Google’s proposed solution for taking away third-party cookies does not eliminate the privacy issue of anonymity. As Google knows the identity of Chrome users from their usage of Google services, whether maps, YouTube, Drive, Gmail or Chrome itself, Google is asking consumers to trust them that they will not merge their identity with their Chrome Sandbox solution. Moreover, Google’s sandbox is opt-out based. i.e., consumers are not asked for permission, they are automatically included. In contrast, unlike Google, IIQ cannot identify individuals using offline identifiers such as postal, name or email. Additionally, IIQ’s DSC asks consumers to opt-in to the sharing of anonymous site data such as first party cookie ID, ensuring anonymity by consumer’s choice.


DSC empowers users, publishers, advertisers and the AdTech industry as a whole. Users, because it gives them a choice to opt-in to anonymized advertising that funds their free access to content and manage their cookie preferences. Publishers, as it enables them to continue and rely on targeted advertising, which is the main revenue driver for the vast majority of them, while protecting them from data leakage. Advertisers, as it provides them with additional choices beyond advertising just within the Google walled garden while giving Google their valuable first party data on the way. AdTech companies will be empowered by enabling them to continue their independence, which contributes to healthy competition, while denying Google of the monopolizing power it will gain should Privacy Sandbox be adopted.

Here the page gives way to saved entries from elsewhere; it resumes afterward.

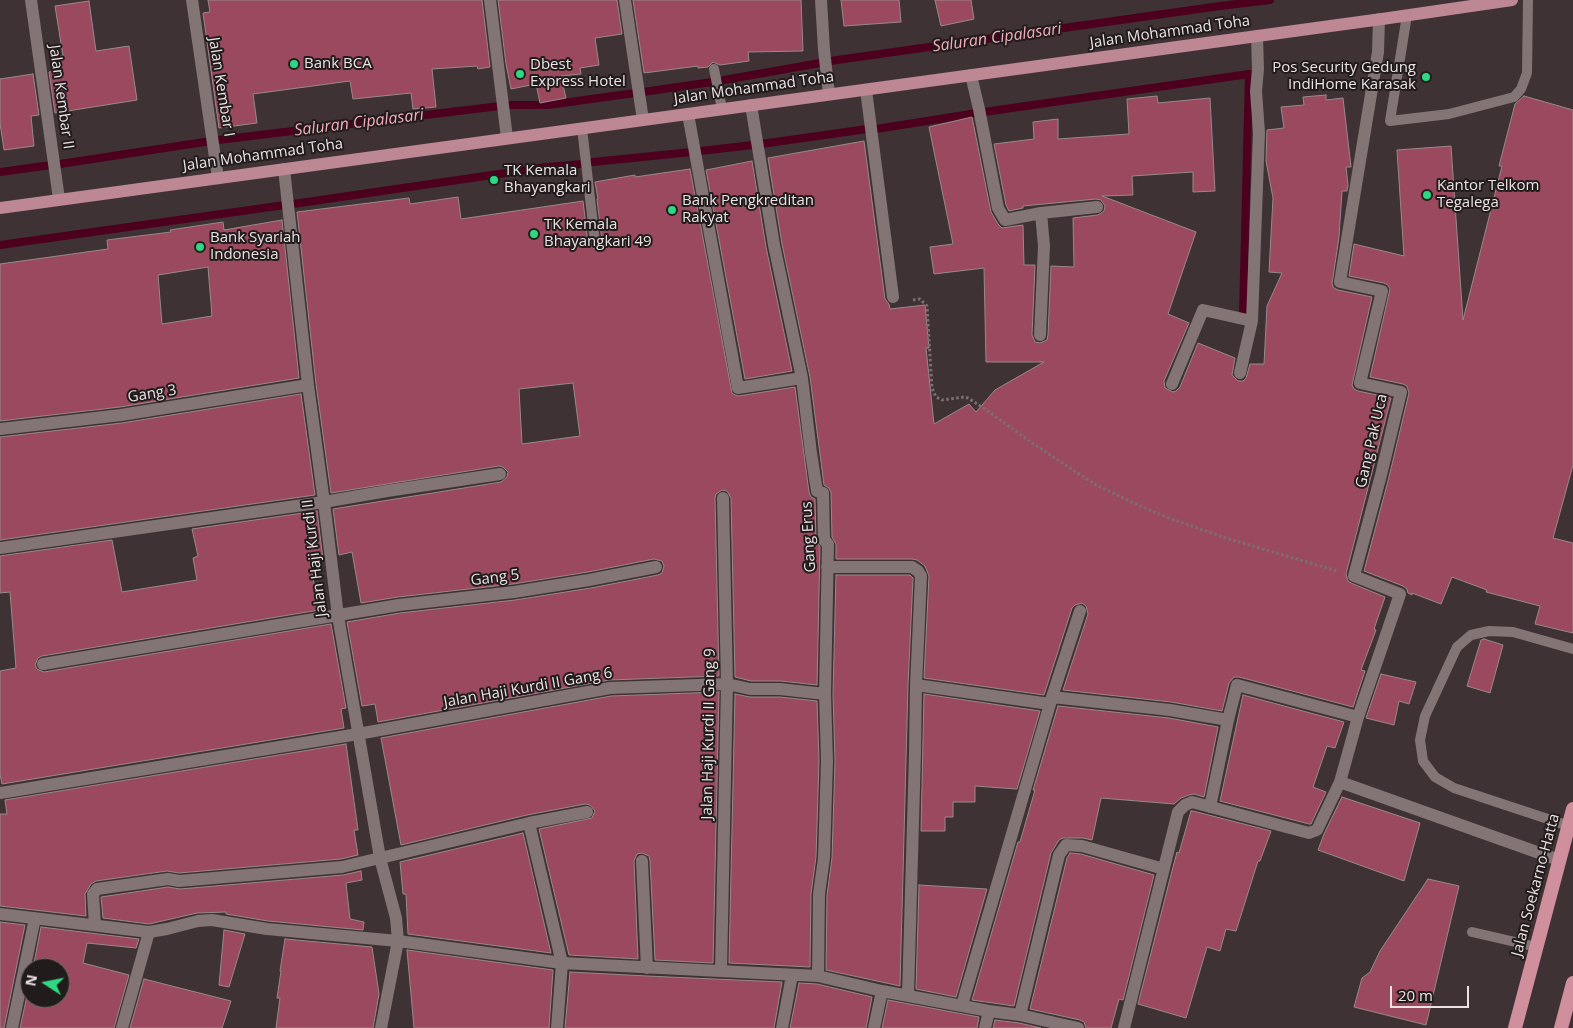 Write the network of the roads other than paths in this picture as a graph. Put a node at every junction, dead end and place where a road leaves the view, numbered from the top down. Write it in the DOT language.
graph roads {
  1 [pos="31,0"];
  2 [pos="192,0"];
  3 [pos="490,0"];
  4 [pos="625,0"];
  5 [pos="821,0"];
  6 [pos="1512,0"];
  7 [pos="1528,0"];
  8 [pos="1474,3"];
  9 [pos="1407,15"];
  10 [pos="1379,19"];
  11 [pos="1257,36"];
  12 [pos="714,69"];
  13 [pos="970,75"];
  14 [pos="866,90"];
  15 [pos="829,94"];
  16 [pos="751,105"];
  17 [pos="722,109"];
  18 [pos="688,114"];
  19 [pos="643,120"];
  20 [pos="582,128"];
  21 [pos="508,138"];
  22 [pos="284,169"];
  23 [pos="218,178"];
  24 [pos="59,199"];
  25 [pos="1097,207"];
  26 [pos="0,208"];
  27 [pos="1041,213"];
  28 [pos="595,242"];
  29 [pos="893,297"];
  30 [pos="1252,321"];
  31 [pos="1040,335"];
  32 [pos="1240,373"];
  33 [pos="802,378"];
  34 [pos="1172,384"];
  35 [pos="308,385"];
  36 [pos="0,429"];
  37 [pos="500,474"];
  38 [pos="723,498"];
  39 [pos="324,502"];
  40 [pos="0,548"];
  41 [pos="656,567"];
  42 [pos="828,567"];
  43 [pos="1080,611"];
  44 [pos="338,616"];
  45 [pos="1573,649"];
  46 [pos="43,664"];
  47 [pos="727,684"];
  48 [pos="916,685"];
  49 [pos="825,694"];
  50 [pos="1051,700"];
  51 [pos="1358,717"];
  52 [pos="1228,720"];
  53 [pos="358,734"];
  54 [pos="1340,782"];
  55 [pos="0,793"];
  56 [pos="1210,807"];
  57 [pos="1573,809"];
  58 [pos="587,812"];
  59 [pos="529,823"];
  60 [pos="1568,826"];
  61 [pos="380,858"];
  62 [pos="1559,860"];
  63 [pos="642,861"];
  64 [pos="1164,869"];
  65 [pos="0,914"];
  66 [pos="35,918"];
  67 [pos="95,924"];
  68 [pos="149,932"];
  69 [pos="1472,932"];
  70 [pos="398,940"];
  71 [pos="1537,947"];
  72 [pos="562,963"];
  73 [pos="647,968"];
  74 [pos="721,971"];
  75 [pos="792,974"];
  76 [pos="818,976"];
  77 [pos="1573,983"];
  78 [pos="882,991"];
  79 [pos="908,995"];
  80 [pos="962,1005"];
  81 [pos="989,1011"];
  82 [pos="1020,1015"];
  83 [pos="12,1028"];
  84 [pos="122,1028"];
  85 [pos="381,1028"];
  86 [pos="557,1028"];
  87 [pos="782,1028"];
  88 [pos="874,1028"];
  89 [pos="985,1028"];
  90 [pos="1078,1028"];
  91 [pos="1124,1028"];
  92 [pos="1515,1028"];
  93 [pos="1561,1028"];
  1 -- 24 [label="street, Jalan Kembar II"];
  2 -- 23 [label="street, Jalan Kembar I"];
  3 -- 21 [label="street"];
  4 -- 19 [label="street"];
  5 -- 15 [label="street"];
  6 -- 8 [label="main road, Jalan Mohammad Toha"];
  7 -- 9 [label="lane"];
  8 -- 9 [label="main road, Jalan Mohammad Toha"];
  9 -- 10 [label="main road, Jalan Mohammad Toha"];
  10 -- 11 [label="main road, Jalan Mohammad Toha"];
  10 -- 51 [label="street, Gang Pak Uca"];
  11 -- 13 [label="main road, Jalan Mohammad Toha"];
  11 -- 30 [label="street"];
  12 -- 17 [label="lane"];
  13 -- 14 [label="main road, Jalan Mohammad Toha"];
  13 -- 27 [label="street"];
  14 -- 15 [label="main road, Jalan Mohammad Toha"];
  14 -- 29 [label="street"];
  15 -- 16 [label="main road, Jalan Mohammad Toha"];
  16 -- 17 [label="main road, Jalan Mohammad Toha"];
  16 -- 33 [label="street, Gang Erus"];
  17 -- 18 [label="main road, Jalan Mohammad Toha"];
  18 -- 19 [label="main road, Jalan Mohammad Toha"];
  18 -- 33 [label="street"];
  19 -- 20 [label="main road, Jalan Mohammad Toha"];
  20 -- 21 [label="main road, Jalan Mohammad Toha"];
  20 -- 28 [label="lane"];
  21 -- 22 [label="main road, Jalan Mohammad Toha"];
  22 -- 23 [label="main road, Jalan Mohammad Toha"];
  22 -- 35 [label="street, Jalan Haji Kurdi II"];
  23 -- 24 [label="main road, Jalan Mohammad Toha"];
  24 -- 26 [label="main road, Jalan Mohammad Toha"];
  25 -- 27 [label="street"];
  27 -- 31 [label="street"];
  30 -- 32 [label="street"];
  30 -- 34 [label="street"];
  33 -- 42 [label="street, Gang Erus"];
  35 -- 36 [label="street, Gang 3"];
  35 -- 39 [label="street, Jalan Haji Kurdi II"];
  37 -- 39 [label="street"];
  38 -- 47 [label="street, Jalan Haji Kurdi II Gang 9"];
  39 -- 40 [label="street"];
  39 -- 44 [label="street, Jalan Haji Kurdi II"];
  41 -- 44 [label="street, Gang 5"];
  42 -- 48 [label="street"];
  42 -- 49 [label="street, Gang Erus"];
  43 -- 50 [label="street"];
  44 -- 46 [label="street, Gang 5"];
  44 -- 53 [label="street, Jalan Haji Kurdi II"];
  45 -- 60 [label="lane"];
  47 -- 49 [label="street, Jalan Haji Kurdi II Gang 6"];
  47 -- 53 [label="street, Jalan Haji Kurdi II Gang 6"];
  47 -- 74 [label="street, Jalan Haji Kurdi II Gang 9"];
  48 -- 50 [label="street"];
  48 -- 79 [label="street"];
  49 -- 76 [label="street, Gang Erus"];
  50 -- 52 [label="street"];
  50 -- 80 [label="street"];
  51 -- 52 [label="street"];
  51 -- 54 [label="street"];
  52 -- 56 [label="street"];
  53 -- 55 [label="street, Jalan Haji Kurdi II Gang 6"];
  53 -- 61 [label="street, Jalan Haji Kurdi II"];
  54 -- 56 [label="street"];
  54 -- 62 [label="street"];
  56 -- 64 [label="street"];
  57 -- 60 [label="highway, Jalan Soekarno-Hatta"];
  58 -- 59 [label="street"];
  59 -- 61 [label="street"];
  59 -- 72 [label="street"];
  60 -- 62 [label="highway, Jalan Soekarno-Hatta"];
  61 -- 67 [label="street"];
  61 -- 70 [label="street, Jalan Haji Kurdi II"];
  62 -- 71 [label="highway, Jalan Soekarno-Hatta"];
  63 -- 73 [label="street"];
  64 -- 82 [label="street"];
  64 -- 91 [label="street"];
  65 -- 66 [label="street"];
  66 -- 67 [label="street"];
  66 -- 83 [label="street"];
  67 -- 68 [label="street"];
  68 -- 70 [label="street"];
  68 -- 84 [label="street"];
  69 -- 71 [label="lane"];
  70 -- 72 [label="street"];
  70 -- 85 [label="street, Jalan Haji Kurdi II"];
  71 -- 92 [label="highway, Jalan Soekarno-Hatta"];
  72 -- 73 [label="street"];
  72 -- 86 [label="street"];
  73 -- 74 [label="street"];
  74 -- 75 [label="street"];
  75 -- 76 [label="street"];
  75 -- 87 [label="street"];
  76 -- 78 [label="street"];
  77 -- 93 [label="highway"];
  78 -- 79 [label="street"];
  78 -- 88 [label="street"];
  79 -- 80 [label="street"];
  80 -- 81 [label="street"];
  81 -- 82 [label="street"];
  81 -- 89 [label="street"];
  82 -- 90 [label="street"];
}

No Email log-in is Required

Users who wish to allow a site to collect their anonymous ID don’t need to provide an email address or any other personal data. There is an “Accept” button they can click, and that’s it.

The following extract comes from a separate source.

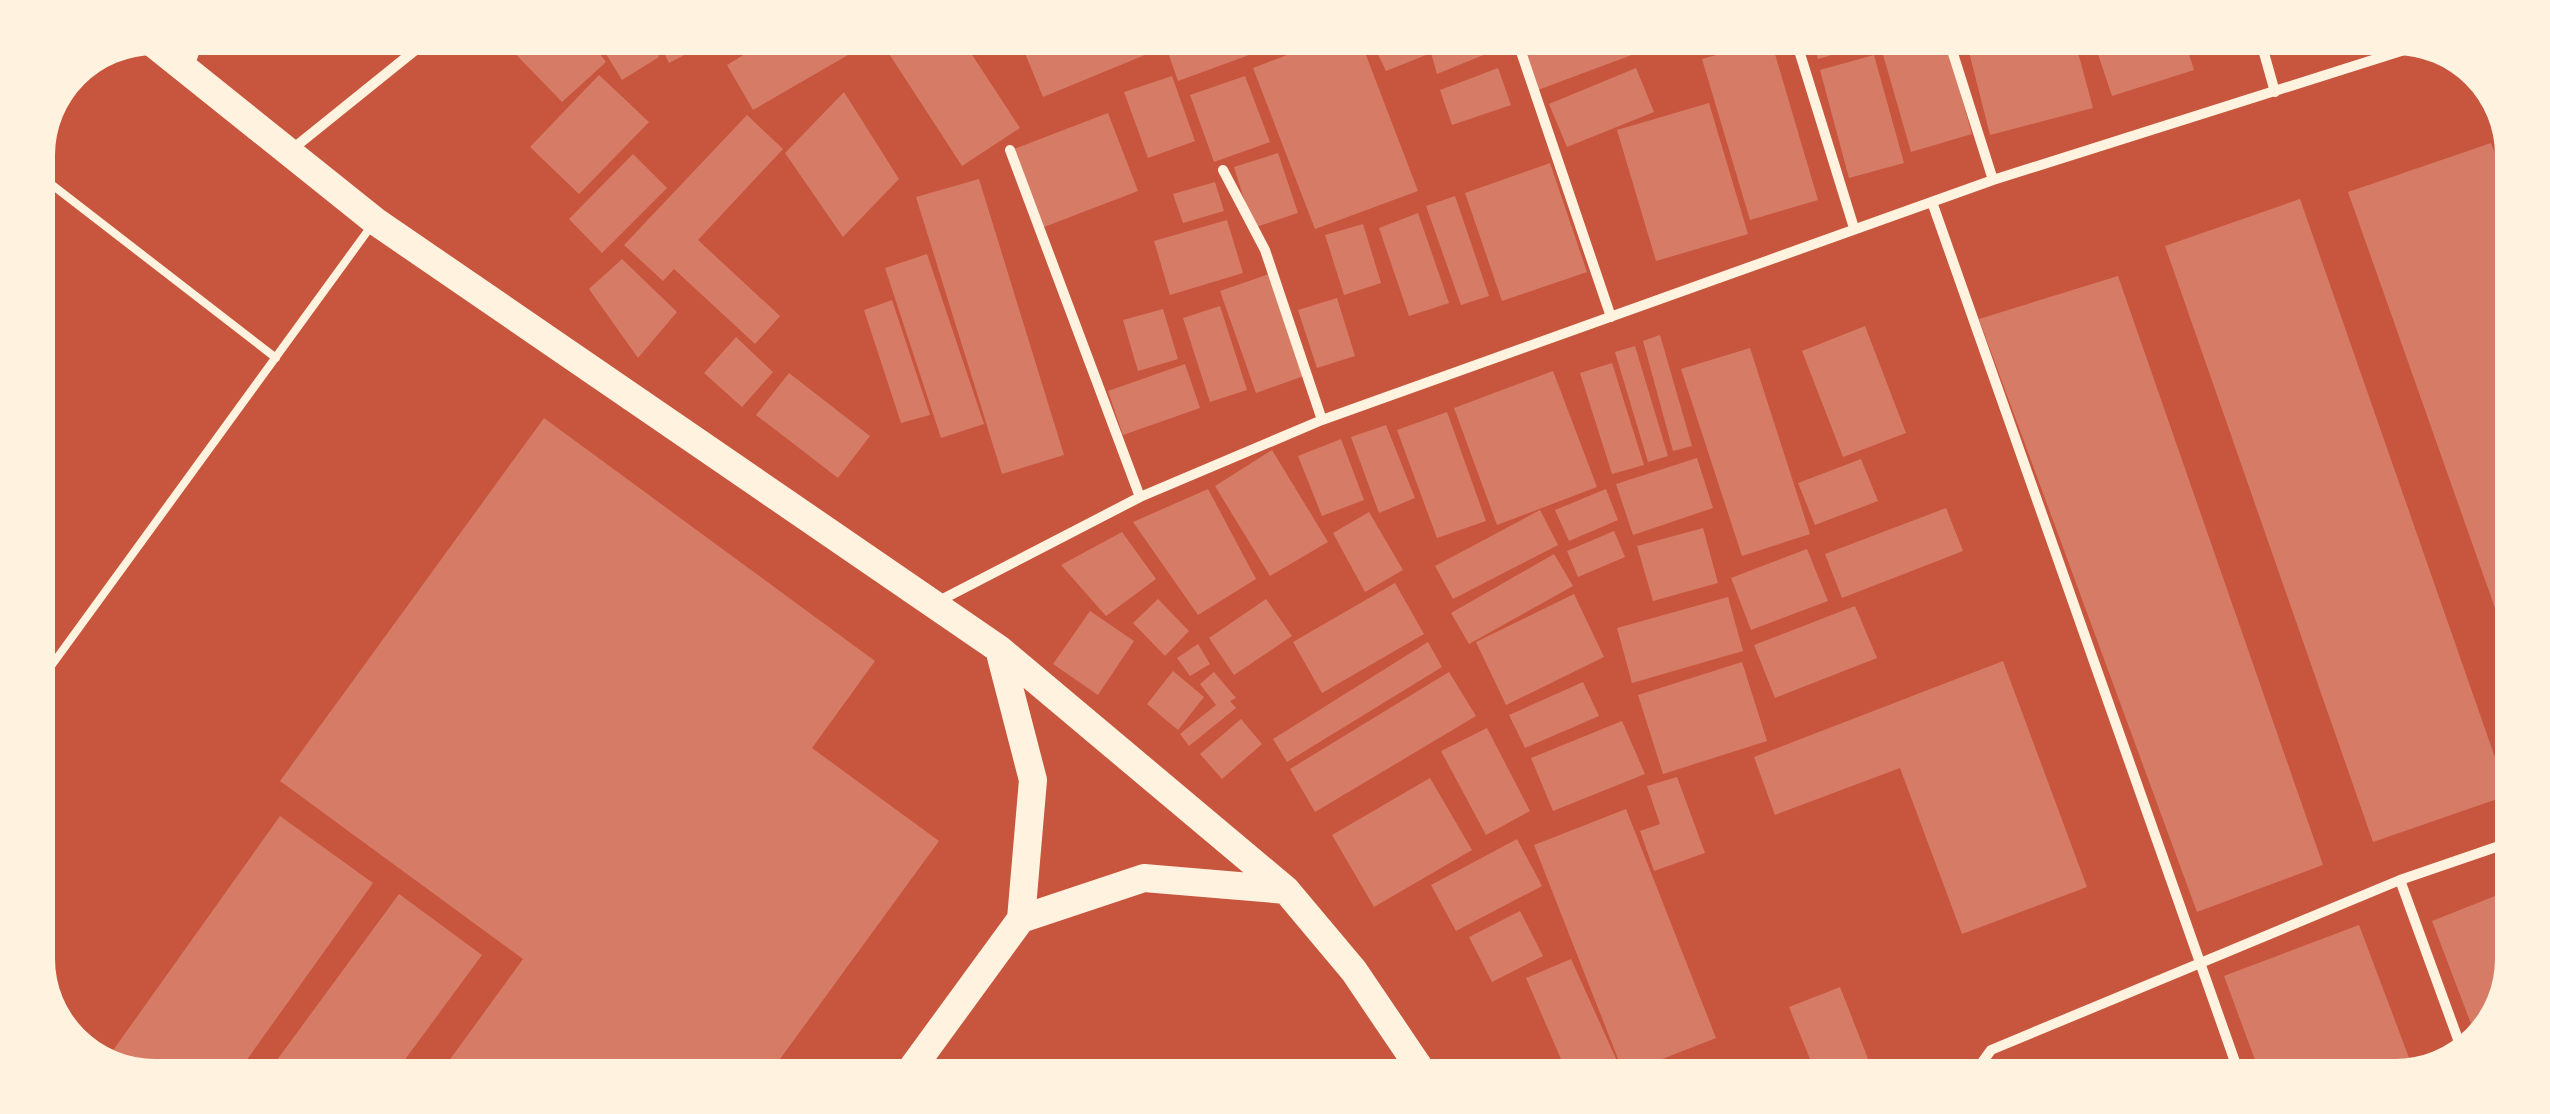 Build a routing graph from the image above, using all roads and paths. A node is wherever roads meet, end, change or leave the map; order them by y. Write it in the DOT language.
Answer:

Puts Users and Regulators at Ease

The premise of giving users the choice to opt-in can put users’ minds at ease, because they know their data is not being shared without their consent. This will also appease regulators, who are cracking down on internet privacy.

Higher Coverage

Third-party cookies offer 56% coverage and other log-in solutions offer coverage of less than 20%. IIQ’s DSC, on the other hand, offers 80% coverage. This type of opt-in pop-up cookie consent had already showed success in the EU, so why shouldn’t it work in the US?

Preserving the Free Internet/Keeping the Internet Free

The privacy of the individual is a worthy cause, no doubt about it. But removing third-party cookies in one fell swoop is arguably not the solution and puts the free internet at risk. It would prompt paid content providers to charge more, burden users with putting in their email addresses, and empower big tech companies with first-party cookies at hand.

IIQ’s DSC addresses these issues by putting the choice in the hands of each individual, thereby maintaining user privacy, the diverse AdTech ecosystem, and the free internet.